Risk factors for hemostatic failure in emergency gastroscopic sclerotherapy combined with tissue adhesive injection for esophagogastric variceal bleeding with portal vein embolus

DOI: 10.3969/j.issn.1001-5256.2021.01.014
  • Received Date: 2020-07-27
  • Accepted Date: 2020-09-07
  • Published Date: 2021-01-20
  •   Objective  To investigate the risk factors for failure in emergency endoscopic injection sclerotherapy (EIS) combined with sequential histoacryl injection (HI) for esophagogastric variceal bleeding (EGVB) with portal vein embolus (PVE).  Methods  A total of 109 EGVB patients with PVE who underwent emergency gastroscopy in Beijing Shijitan Hospital, Capital Medical University, and The Fifth Medical Center of Chinese PLA General Hospital from January 2018 to December 2019 were enrolled, and according to the outcome of hemostatic treatment under emergency gastroscopy, the patients were divided into hemostatic failure group with 28 patients and hemostatic success group with 81 patients. The two groups were compared in terms of general information, varices and bleeding manifestations under gastroscopy, blood biochemical parameters, Child-Pugh class, and Model for End-Stage Liver Disease (MELD) score, and the risk factors for hemostatic failure were analyzed.
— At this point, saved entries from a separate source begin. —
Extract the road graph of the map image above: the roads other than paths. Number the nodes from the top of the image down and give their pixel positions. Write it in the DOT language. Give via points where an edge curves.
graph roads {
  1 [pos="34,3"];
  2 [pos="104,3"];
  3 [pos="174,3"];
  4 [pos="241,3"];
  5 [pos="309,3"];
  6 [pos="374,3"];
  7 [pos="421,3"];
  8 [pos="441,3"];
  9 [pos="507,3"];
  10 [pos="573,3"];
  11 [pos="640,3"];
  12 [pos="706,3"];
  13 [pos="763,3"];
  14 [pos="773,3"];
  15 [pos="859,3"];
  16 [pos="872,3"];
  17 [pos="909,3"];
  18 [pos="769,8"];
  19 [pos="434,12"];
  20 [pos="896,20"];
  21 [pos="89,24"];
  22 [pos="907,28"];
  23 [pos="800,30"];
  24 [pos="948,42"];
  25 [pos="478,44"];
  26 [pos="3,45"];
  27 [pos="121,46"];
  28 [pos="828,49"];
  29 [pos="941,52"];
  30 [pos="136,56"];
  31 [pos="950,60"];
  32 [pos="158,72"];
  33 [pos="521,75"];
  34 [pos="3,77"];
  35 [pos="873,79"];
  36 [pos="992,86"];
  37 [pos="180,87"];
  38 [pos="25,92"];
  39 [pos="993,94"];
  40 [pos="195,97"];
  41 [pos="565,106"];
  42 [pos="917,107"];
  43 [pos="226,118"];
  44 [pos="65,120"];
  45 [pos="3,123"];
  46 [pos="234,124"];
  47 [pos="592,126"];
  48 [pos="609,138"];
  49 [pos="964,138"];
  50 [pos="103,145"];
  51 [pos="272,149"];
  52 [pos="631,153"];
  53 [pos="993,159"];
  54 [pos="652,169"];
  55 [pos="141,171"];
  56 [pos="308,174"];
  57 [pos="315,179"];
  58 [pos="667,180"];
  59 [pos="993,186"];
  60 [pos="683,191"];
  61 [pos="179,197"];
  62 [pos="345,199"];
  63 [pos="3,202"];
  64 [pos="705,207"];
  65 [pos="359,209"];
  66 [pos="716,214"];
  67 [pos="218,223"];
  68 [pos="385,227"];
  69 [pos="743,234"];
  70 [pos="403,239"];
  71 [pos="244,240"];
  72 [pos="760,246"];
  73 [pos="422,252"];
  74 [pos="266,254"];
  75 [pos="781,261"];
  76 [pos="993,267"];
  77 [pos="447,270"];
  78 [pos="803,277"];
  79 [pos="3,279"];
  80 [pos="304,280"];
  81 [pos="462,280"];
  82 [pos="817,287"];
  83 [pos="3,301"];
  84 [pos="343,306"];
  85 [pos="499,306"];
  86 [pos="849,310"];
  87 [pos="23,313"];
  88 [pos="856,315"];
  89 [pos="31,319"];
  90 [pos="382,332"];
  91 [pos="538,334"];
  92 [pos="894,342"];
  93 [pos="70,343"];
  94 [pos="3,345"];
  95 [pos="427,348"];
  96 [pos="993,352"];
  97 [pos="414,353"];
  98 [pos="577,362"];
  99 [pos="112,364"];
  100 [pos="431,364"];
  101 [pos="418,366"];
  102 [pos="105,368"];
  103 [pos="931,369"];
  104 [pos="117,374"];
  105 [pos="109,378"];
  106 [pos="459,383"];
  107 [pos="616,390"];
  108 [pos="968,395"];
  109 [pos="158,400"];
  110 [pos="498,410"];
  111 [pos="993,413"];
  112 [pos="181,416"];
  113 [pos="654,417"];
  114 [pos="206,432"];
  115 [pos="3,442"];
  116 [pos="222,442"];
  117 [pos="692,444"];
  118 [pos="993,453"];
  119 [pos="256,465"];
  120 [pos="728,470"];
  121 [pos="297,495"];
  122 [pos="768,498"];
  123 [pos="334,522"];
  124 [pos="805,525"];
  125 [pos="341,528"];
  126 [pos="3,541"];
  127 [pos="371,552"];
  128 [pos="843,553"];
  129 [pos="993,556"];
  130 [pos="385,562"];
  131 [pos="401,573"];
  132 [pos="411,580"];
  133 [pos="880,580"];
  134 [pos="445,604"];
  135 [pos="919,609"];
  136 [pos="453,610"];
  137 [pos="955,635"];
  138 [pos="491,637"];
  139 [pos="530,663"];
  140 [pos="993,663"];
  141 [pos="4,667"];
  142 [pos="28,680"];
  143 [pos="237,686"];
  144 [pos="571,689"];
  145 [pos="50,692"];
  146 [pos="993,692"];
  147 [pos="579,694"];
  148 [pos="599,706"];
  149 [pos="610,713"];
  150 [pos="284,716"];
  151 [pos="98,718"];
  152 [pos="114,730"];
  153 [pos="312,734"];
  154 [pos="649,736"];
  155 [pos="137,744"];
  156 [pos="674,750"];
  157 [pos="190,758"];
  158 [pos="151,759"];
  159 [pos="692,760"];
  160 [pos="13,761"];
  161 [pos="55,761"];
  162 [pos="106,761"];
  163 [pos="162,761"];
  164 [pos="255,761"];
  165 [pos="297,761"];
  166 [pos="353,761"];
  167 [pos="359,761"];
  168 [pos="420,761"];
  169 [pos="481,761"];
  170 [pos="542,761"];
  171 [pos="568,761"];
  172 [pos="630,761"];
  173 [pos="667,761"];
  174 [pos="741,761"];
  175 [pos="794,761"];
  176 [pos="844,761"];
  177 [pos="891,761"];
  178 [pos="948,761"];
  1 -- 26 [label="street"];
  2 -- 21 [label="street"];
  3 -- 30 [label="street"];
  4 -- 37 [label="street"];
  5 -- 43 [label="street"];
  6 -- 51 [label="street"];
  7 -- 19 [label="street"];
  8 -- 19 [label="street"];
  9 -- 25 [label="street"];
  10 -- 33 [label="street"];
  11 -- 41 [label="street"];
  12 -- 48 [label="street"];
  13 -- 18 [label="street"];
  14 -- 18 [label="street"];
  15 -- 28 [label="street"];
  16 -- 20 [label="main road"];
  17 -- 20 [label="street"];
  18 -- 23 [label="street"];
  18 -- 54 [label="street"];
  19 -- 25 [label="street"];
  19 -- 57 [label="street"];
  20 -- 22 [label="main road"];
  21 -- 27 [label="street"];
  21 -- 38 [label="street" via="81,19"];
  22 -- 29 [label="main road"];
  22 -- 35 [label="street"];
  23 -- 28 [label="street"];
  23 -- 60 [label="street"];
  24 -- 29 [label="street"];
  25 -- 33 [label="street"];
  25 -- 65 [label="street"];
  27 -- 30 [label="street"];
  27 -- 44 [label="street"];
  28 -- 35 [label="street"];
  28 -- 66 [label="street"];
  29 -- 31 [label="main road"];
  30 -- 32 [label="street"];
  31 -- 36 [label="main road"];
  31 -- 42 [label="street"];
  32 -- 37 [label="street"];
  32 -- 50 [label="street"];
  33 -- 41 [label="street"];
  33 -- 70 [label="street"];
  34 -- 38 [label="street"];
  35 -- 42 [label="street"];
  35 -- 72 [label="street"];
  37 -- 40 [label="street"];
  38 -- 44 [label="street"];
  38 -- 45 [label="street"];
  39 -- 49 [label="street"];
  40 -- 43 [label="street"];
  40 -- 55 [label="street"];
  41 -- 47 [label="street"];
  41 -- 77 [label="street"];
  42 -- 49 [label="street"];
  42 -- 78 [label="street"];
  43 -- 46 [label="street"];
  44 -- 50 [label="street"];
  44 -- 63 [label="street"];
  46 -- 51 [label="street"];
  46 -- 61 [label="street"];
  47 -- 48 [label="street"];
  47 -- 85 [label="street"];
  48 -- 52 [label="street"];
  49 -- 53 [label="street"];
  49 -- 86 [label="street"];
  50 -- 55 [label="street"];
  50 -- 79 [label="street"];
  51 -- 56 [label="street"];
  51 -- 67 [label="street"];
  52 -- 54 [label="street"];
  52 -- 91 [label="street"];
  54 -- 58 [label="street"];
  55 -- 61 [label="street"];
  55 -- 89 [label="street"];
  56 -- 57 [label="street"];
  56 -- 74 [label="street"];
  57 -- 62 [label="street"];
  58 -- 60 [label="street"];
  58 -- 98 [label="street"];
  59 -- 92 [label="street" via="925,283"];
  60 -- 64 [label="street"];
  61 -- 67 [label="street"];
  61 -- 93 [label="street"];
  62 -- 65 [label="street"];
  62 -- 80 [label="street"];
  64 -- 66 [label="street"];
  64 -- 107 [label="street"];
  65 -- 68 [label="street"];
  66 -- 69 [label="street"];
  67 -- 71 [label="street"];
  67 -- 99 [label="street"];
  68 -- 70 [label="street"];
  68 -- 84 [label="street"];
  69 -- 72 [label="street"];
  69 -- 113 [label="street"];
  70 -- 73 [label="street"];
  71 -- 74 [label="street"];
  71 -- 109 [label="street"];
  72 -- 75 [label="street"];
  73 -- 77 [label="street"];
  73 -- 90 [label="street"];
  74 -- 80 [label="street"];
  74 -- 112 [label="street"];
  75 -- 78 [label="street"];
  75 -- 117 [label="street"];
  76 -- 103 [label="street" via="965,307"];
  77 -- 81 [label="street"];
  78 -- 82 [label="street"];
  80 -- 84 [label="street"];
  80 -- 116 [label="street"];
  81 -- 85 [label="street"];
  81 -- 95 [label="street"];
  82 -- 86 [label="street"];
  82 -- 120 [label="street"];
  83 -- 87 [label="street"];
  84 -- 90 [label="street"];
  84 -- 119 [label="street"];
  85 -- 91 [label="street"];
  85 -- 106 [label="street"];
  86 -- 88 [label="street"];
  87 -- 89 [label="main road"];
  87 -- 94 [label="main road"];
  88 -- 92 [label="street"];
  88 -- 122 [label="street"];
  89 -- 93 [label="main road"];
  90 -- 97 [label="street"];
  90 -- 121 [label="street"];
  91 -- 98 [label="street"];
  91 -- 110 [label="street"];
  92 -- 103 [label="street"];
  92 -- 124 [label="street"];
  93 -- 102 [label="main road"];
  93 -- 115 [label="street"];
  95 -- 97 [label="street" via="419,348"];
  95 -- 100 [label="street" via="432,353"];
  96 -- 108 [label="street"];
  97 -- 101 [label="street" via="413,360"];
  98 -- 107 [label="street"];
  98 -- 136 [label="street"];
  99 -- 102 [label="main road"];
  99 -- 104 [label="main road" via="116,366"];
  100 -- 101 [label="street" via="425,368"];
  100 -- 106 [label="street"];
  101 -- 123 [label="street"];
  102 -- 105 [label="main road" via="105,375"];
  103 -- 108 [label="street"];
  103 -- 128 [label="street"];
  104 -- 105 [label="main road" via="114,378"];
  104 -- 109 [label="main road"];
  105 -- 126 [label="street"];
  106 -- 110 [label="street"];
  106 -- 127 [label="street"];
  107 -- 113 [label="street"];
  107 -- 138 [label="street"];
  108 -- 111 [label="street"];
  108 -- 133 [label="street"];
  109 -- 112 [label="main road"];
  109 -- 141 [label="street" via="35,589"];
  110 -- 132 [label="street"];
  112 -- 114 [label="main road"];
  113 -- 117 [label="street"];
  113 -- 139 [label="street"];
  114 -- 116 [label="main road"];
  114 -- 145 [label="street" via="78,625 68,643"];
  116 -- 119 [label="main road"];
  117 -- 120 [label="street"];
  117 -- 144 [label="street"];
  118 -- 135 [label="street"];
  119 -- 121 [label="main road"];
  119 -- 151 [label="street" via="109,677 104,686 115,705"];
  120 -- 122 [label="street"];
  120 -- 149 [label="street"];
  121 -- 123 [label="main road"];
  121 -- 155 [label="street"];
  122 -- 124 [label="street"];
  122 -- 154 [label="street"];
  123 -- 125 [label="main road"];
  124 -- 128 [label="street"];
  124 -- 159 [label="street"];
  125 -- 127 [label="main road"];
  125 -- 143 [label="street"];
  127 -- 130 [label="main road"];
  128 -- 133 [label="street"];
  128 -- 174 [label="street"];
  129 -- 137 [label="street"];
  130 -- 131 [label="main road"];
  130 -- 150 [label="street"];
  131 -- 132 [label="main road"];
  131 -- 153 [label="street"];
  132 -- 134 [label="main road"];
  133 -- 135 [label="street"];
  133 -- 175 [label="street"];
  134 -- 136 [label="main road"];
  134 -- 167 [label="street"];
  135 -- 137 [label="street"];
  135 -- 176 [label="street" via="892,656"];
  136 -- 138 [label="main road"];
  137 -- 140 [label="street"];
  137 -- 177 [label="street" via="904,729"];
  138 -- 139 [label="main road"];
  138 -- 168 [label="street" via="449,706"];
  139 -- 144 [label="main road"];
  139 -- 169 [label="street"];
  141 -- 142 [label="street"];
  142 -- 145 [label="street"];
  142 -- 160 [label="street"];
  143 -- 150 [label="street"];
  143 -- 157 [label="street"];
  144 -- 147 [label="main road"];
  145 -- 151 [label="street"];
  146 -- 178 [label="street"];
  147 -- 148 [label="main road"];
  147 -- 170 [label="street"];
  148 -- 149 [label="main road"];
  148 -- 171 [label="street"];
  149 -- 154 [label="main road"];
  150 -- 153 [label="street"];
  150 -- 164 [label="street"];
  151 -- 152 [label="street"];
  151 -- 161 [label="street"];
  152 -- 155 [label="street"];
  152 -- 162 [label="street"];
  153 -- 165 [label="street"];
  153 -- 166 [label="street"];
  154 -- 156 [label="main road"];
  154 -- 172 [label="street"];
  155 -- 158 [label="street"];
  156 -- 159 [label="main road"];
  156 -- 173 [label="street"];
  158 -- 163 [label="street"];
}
The t-test or the Mann-Whitney U test was used for comparison of continuous data between groups, and the chi-square test was used for comparison of categorical data between groups; a logistic regression analysis was used for multivariate analysis.  Results  Compared with the hemostatic success group, the hemostatic failure group had significantly higher peripheral white blood cell count (WBC), total bilirubin (TBil), Child-Pugh class, and MELD score (Z=3.794, Z=4.751, χ2=40.104, Z=6.412, all P < 0.001) and significantly lower prothrombin time activity (PTA), albumin (Alb), and cholinesterase (CHE) (t=9.653, Z=3.093, Z=4.092, P < 0.001, P=0.002, and P < 0.001). WBC (odds ratio [OR]=28.543, 95% confidence interval [CI]: 1.285-634.113, P < 0.05), PTA(OR=0.194, 95%CI: 0.045-0.835, P < 0.05), TBil (OR=2.197, 95%CI: 1.004-4.810, P < 0.05), Alb (OR=0.448, 95%CI: 0.209-0.961, P < 0.05), and Child-Pugh class (OR=5.164, 95%CI: 1.307-20.406, P < 0.05) were independent risk factors for hemostatic failure.  Conclusion  WBC, PTA, TBil, Alb, and Child-Pugh class are independent risk factors for failure in emergency EIS combined with sequential HI in the treatment of EGVB with PVE, and adequate preoperative evaluation and correction may help to improve the success rate of hemostasis.